The time of worship and the sermon were spiritually uplifting. I was spiritually fed, and I could see why people spoke highly of the church. Its leaders were reaching a certain demographic of people, and they were trying to reach the rest of the community as well.
Then, after the sermon, something strange happened. People started walking to the front of the sanctuary, just like the congregants in my historically Black church did during the time of offering. But this wasn’t time to tithe, and there wasn’t any upbeat music playing. They were going to the front to take and eat, because it was time for Communion.
Those who participated in Communion tore off a piece of bread from a common loaf. They then dipped the bread in wine or juice, depending on what their consciences allowed. Finally, they ate as they returned to their seats. This was a bit disconcerting to me, because I don’t even share a cup with my own wife. Why would I eat a piece of bread torn from a loaf 500 other people have touched?
And yet, that’s what they did in this church. Years later, we still do.
That was the first service I ever attended at Sojourn Church Midtown in Louisville. Nearly a decade after that first awkward encounter, I would become a lead pastor here. At first, my germophobic tendencies kept me from appreciating how Communion happened at Sojourn, but it eventually grew on me. There is something powerful about watching everyone come forward and partake of the same bread. And now, years later, there’s something even more powerful when you see a multiethnic, multisocioeconomic, multigenerational congregation take Communion together.
This holy meal was instituted by Jesus nearly 2,000 years ago. During a Passover celebration with his disciples, Jesus transformed the Exodus meal into a banquet that signified the tearing of his flesh and the shedding of his blood for his people.
When Jesus ate the Last Supper with his disciples, those reclining next to him were people from different walks of life. They didn’t share the same socioeconomic backgrounds, careers, skill sets, or family situations.
Two decades later, however, an opposite approach to the Lord’s Supper was taking place in the province of Achaia, and that’s why Paul sends such a stern warning in his first epistle to the church in Corinth.
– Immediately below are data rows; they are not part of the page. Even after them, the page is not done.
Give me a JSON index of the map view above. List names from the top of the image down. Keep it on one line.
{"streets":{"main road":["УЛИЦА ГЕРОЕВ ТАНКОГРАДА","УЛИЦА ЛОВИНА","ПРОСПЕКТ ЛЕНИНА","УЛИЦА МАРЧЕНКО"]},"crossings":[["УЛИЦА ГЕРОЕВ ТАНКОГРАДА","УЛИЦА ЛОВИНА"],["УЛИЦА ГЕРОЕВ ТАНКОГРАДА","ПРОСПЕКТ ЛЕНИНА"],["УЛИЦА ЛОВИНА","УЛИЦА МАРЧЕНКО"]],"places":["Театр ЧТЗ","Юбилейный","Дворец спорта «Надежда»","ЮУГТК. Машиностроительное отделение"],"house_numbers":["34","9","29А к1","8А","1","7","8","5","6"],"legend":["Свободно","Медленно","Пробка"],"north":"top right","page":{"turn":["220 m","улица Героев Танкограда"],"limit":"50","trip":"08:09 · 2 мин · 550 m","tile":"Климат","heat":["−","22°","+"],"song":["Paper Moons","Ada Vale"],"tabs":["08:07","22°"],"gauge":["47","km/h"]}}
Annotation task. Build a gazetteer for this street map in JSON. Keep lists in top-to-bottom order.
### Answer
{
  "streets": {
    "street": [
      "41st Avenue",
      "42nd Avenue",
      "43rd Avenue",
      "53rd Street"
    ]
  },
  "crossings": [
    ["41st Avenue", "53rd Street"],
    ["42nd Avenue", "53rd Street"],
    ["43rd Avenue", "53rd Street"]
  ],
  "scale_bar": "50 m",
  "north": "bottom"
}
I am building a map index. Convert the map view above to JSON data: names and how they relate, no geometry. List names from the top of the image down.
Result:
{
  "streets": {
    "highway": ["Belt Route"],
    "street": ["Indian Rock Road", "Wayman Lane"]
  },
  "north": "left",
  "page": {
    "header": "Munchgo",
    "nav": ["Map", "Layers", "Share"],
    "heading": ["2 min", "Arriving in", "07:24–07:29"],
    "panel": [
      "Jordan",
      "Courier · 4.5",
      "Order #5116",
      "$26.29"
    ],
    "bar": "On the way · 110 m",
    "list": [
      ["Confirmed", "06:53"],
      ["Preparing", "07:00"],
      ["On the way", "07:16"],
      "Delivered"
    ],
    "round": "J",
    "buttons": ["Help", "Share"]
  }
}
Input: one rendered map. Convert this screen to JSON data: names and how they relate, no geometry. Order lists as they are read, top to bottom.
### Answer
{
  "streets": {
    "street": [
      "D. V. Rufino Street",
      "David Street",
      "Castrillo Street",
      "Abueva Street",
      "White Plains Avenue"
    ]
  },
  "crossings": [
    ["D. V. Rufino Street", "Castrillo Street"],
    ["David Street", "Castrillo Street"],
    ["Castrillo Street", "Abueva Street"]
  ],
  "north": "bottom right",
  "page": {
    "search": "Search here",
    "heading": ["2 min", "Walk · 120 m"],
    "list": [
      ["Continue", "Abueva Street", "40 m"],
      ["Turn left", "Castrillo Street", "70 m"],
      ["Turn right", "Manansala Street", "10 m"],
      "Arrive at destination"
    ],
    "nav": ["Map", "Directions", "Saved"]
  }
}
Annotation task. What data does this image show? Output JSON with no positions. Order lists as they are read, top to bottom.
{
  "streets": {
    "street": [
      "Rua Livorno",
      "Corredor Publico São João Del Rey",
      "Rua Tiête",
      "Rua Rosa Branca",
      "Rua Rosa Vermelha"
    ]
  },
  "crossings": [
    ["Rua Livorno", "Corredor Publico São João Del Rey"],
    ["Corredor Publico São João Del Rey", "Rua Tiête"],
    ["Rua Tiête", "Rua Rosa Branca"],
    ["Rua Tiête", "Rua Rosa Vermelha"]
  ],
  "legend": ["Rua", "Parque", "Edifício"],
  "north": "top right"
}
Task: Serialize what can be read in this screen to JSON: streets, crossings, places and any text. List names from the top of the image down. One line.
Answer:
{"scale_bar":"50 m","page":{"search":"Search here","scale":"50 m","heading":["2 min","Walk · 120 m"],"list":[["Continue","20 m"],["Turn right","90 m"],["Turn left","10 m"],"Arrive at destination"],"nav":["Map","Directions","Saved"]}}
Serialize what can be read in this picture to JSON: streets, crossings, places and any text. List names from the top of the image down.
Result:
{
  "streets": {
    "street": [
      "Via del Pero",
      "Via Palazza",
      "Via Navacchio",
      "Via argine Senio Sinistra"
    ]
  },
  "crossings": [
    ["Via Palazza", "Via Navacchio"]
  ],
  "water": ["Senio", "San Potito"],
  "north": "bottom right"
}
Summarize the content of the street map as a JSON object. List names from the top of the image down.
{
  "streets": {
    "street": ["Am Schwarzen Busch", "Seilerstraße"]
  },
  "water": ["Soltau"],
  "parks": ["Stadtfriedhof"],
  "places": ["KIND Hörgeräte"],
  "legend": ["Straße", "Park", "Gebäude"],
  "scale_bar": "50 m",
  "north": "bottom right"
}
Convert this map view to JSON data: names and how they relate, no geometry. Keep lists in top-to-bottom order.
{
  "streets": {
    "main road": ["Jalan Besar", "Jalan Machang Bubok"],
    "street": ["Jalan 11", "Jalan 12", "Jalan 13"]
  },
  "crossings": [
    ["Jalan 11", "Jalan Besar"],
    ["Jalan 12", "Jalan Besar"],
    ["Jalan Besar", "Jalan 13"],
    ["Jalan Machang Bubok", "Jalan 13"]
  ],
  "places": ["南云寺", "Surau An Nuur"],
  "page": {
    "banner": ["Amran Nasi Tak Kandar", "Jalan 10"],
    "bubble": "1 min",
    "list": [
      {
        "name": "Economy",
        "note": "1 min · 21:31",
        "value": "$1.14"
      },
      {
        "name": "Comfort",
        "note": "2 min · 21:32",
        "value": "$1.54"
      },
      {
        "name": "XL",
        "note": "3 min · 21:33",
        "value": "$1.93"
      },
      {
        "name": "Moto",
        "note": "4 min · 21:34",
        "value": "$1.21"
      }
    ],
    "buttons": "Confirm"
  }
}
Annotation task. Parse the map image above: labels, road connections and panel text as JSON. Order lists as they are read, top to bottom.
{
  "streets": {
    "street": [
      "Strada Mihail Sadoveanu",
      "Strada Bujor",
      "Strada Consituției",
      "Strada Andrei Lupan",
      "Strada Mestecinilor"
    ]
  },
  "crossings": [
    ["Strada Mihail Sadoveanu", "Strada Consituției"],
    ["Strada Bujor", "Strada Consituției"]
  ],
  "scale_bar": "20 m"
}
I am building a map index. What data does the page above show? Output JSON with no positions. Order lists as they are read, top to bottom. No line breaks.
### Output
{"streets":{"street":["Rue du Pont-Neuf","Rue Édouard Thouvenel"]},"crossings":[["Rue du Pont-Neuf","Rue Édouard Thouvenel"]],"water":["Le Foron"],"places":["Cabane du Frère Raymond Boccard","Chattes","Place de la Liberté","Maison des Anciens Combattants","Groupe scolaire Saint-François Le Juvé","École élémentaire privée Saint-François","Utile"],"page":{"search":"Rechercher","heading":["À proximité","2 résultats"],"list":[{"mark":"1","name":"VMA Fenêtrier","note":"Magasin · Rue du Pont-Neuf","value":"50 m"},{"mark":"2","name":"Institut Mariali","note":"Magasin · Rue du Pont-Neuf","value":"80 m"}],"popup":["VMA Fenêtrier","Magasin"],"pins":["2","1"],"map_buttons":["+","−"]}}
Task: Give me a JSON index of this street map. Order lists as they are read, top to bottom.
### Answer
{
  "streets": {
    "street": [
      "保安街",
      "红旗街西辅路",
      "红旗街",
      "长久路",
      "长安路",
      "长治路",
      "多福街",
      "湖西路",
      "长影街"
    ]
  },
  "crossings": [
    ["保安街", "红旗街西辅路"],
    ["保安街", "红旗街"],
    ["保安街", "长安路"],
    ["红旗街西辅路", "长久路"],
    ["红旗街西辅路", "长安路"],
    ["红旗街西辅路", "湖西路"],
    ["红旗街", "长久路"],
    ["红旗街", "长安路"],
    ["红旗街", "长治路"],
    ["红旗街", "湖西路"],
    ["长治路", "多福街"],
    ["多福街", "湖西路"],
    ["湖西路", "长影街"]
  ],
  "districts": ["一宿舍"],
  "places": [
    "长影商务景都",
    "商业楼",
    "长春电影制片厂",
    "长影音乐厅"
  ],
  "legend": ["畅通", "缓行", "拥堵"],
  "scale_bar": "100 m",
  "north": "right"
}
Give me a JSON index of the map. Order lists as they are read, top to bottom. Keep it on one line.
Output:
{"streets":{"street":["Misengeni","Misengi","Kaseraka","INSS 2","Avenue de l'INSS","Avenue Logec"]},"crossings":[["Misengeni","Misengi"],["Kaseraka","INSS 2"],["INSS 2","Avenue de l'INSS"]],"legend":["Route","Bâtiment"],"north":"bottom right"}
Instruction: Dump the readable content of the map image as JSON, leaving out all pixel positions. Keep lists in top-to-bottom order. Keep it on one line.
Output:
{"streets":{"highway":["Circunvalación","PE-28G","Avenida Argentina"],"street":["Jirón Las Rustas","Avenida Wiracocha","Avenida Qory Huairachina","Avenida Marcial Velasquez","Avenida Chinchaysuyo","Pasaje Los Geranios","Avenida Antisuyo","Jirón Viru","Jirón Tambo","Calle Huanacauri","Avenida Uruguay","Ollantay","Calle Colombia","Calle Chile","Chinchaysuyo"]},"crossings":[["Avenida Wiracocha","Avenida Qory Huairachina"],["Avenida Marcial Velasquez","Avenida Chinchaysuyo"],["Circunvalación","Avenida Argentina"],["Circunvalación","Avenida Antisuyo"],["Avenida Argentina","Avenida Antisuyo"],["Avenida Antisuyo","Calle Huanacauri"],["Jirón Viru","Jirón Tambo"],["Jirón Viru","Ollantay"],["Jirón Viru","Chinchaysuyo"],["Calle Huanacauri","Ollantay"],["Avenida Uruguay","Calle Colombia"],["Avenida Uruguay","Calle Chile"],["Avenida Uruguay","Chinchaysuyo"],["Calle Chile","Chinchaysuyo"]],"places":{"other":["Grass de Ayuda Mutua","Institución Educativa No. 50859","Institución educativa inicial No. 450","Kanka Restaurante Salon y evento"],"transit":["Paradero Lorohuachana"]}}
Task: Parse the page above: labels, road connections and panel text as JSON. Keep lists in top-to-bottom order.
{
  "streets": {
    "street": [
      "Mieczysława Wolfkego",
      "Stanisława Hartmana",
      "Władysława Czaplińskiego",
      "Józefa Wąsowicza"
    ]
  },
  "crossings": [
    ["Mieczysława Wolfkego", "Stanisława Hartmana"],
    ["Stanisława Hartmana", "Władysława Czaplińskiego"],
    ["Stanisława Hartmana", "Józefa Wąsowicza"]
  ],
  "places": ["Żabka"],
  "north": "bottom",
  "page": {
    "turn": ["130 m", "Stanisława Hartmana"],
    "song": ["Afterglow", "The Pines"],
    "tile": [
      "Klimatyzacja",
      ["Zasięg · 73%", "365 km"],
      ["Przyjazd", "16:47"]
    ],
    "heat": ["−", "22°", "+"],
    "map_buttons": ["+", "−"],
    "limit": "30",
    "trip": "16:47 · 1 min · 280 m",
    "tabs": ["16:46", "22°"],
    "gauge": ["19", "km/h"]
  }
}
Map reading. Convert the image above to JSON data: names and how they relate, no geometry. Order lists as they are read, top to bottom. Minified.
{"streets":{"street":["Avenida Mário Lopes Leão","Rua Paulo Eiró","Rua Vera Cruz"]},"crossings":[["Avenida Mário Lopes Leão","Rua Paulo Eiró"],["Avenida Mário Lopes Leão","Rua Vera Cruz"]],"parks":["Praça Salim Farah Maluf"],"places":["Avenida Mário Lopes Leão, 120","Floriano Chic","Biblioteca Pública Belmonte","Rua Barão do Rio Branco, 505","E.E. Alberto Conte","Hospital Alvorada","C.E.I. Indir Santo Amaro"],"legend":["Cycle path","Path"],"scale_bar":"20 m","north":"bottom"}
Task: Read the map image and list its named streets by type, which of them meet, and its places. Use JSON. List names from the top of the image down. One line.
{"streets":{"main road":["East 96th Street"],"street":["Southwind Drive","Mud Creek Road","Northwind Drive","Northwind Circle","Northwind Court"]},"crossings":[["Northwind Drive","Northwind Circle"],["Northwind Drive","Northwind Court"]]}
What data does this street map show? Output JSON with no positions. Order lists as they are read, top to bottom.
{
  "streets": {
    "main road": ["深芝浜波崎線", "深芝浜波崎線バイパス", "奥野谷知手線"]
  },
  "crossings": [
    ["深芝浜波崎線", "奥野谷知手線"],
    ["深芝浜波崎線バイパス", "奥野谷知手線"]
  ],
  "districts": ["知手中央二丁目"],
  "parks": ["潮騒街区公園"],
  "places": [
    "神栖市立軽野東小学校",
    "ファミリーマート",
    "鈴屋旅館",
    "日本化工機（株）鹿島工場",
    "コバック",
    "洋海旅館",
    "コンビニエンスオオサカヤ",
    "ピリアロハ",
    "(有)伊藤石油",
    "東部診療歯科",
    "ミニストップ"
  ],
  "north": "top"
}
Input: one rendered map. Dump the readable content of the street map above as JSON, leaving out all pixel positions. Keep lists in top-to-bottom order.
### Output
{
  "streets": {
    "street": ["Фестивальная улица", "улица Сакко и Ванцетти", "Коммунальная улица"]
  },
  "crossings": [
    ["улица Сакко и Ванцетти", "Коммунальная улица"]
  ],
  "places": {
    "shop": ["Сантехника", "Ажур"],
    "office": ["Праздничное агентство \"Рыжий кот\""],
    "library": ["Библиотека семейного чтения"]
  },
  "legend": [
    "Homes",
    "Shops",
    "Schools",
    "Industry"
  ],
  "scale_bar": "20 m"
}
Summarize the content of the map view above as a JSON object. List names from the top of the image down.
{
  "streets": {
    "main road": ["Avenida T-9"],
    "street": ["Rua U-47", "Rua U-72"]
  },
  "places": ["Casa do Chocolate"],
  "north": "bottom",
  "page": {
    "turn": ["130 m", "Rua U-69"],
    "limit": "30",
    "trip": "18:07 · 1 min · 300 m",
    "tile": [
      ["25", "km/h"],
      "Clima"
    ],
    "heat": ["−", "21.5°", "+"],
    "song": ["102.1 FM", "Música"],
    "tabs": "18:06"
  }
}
Paul’s goal in this letter isn’t to lay out a theology of the Lord’s Supper. It’s to rebuke the church about what taking this meal in vain would do and had already done (1 Cor. 11:29–30). The main issue in Paul’s letter is that people were taking the holy sacrament in a way that separated people into social classes instead of uniting them as one.
When first-century Christians gathered to eat, bread and wine weren’t the only items on the menu. They shared an agape meal, or “love feast”—an entire meal meant to be a time of fellowship and encouragement. The Lord’s Supper happened in the context of this agape meal. The problem in Corinth was that those in higher social classes were treating the Christian love feast like a pagan banquet, during which the wealthy ate first and consumed the finest parts of the meal, leaving those who were socially and economically disadvantaged to scrape a meal together from the leftovers.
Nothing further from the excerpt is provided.